Estimated reading time: 3 minutes
©IFAD/David Rose

A family on their land. They have planted their millet as the rainy season begins.

Poor villagers in the Aguie area of Niger are discovering the many, unexpected benefits of keeping detailed records of their households and assets. As part of a new databank system introduced by IFAD in 2005, local people are developing a detailed census drawn from 27,000 individuals in 22 villages.

The growing databank gathers a range of information, including the names of villagers, their status, the composition of their households, the amount of land they cultivate, the livestock they own, and how they rank themselves in terms of poverty. It is allowing project managers to target their work more effectively while providing villagers with jobs, food security and stronger village associations. It also helps them pinpoint the real impact of development activities.  

"Past projects in the country have shown us repeatedly that we did not have the tools to properly know and assess the impact of our operations," says Hubert Boirard, IFAD country portfolio manager for Niger. "We can set up cereal banks and seed multiplication facilities, we can provide training and the like, but until now we have had no way of knowing whether these interventions have had a real impact on the lives of villagers - either at the close of the project, or ten years on."

Armed with this in-depth knowledge of the target population, project managers now have a real basis for ensuring that projects are successful as they are being implemented. The impact of development activities can be pinpointed, individual by individual, poverty group by poverty group, village by village and activity by activity. Development activities can then be adjusted or targeted accordingly.

The databank is an innovation designed to support the IFAD-funded Project for the Promotion of Local Initiative for Development in Aguie, based in the Maradi region. About 20 per cent of the country’s population lives in this region of southern Niger: most are small farmers who must battle drought, desertification, erratic rainfall and depleted soils.
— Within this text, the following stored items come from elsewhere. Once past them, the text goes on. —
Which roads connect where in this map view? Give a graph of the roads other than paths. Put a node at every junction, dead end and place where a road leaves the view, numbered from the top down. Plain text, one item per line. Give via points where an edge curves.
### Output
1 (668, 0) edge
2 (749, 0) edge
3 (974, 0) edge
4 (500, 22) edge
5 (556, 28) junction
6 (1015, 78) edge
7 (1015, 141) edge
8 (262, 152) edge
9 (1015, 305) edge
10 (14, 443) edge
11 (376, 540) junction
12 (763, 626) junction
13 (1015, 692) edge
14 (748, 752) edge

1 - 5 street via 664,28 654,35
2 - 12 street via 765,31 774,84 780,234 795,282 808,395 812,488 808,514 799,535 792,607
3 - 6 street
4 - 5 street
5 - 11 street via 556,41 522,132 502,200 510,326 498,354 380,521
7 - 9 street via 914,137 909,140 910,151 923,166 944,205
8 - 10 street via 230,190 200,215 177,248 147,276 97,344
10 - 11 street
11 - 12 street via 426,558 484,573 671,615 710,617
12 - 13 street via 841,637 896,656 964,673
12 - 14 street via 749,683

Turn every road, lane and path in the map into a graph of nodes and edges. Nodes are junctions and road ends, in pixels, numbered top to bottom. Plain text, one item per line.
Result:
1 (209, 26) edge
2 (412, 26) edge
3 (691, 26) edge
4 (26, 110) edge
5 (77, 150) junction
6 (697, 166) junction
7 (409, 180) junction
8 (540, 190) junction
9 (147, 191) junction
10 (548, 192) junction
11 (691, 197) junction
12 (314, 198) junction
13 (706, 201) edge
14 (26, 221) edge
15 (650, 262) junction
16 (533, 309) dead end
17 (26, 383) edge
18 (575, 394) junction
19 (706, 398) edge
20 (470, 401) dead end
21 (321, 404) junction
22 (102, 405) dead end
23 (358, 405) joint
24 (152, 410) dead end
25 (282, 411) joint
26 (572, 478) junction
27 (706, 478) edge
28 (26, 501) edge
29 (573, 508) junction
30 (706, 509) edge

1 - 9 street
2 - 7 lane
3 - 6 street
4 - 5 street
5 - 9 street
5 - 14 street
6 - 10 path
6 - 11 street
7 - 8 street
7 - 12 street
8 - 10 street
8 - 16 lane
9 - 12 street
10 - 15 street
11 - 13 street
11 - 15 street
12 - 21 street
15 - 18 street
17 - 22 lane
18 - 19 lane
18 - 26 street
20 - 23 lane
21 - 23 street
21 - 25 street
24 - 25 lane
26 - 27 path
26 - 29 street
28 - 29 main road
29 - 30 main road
One advantage of the databank approach is that the local population participates fully, right from the start. Villagers take responsibility for providing accurate information to build up the databank. Local people are trained and paid to carry out the detailed census. Committee groups meet every 15 days to update the records.

For project managers, this local involvement is invaluable, providing information that sometimes contradicts expectations. For example, there were surprising results when villagers were asked to identify how many people in their community lived in extreme poverty.

"We were surprised to learn that those in the most disadvantaged category, the extremely poor, made up only one per cent of the village population”, says Chaibou Guero, the project’s technical director. “We had imagined they would be more numerous.”

"This kind of information is crucial in guiding our interventions and making them more effective," he says.

For villagers, there are also tangible benefits. The project has helped strengthen local organizations and create jobs within villages, particularly for young people who have attended school.  As a result, more people can now stay in villages instead of having to seek work elsewhere. Villagers now have a greater sense of social responsibility and citizenship because they can see and understand the advantages of keeping accurate records.

"Past IFAD projects in Niger would certainly have benefited from this approach", says Boirard. The Rural Financial Services Development Programme is a case in point. The programme, initiated in 2001, was designed to develop microfinance services to reach the most vulnerable groups, such as women, farmers in poor areas and pastoral communities. The programme closed before term, partly because of the difficulty in assessing its impact. Programme directors were unable to determine who they were reaching and whether the programme’s objectives were being met. "If database information had been available", says the country portfolio manager, "it would have been possible to measure the programme’s performance and perhaps it would be operating today."

Instead, the Aguie project is now expanding to cover 100 villages, while continuing to refine its databank system. In a future phase, the project manager plans to train village committee members to input the data into computers.

Eventually the whole Maradi region, where IFAD is concentrating its development investments in Niger, could be covered. This simple but highly effective means of assessing the impact of development activities could also be applied to other development projects and programmes elsewhere in Africa, and even further afield.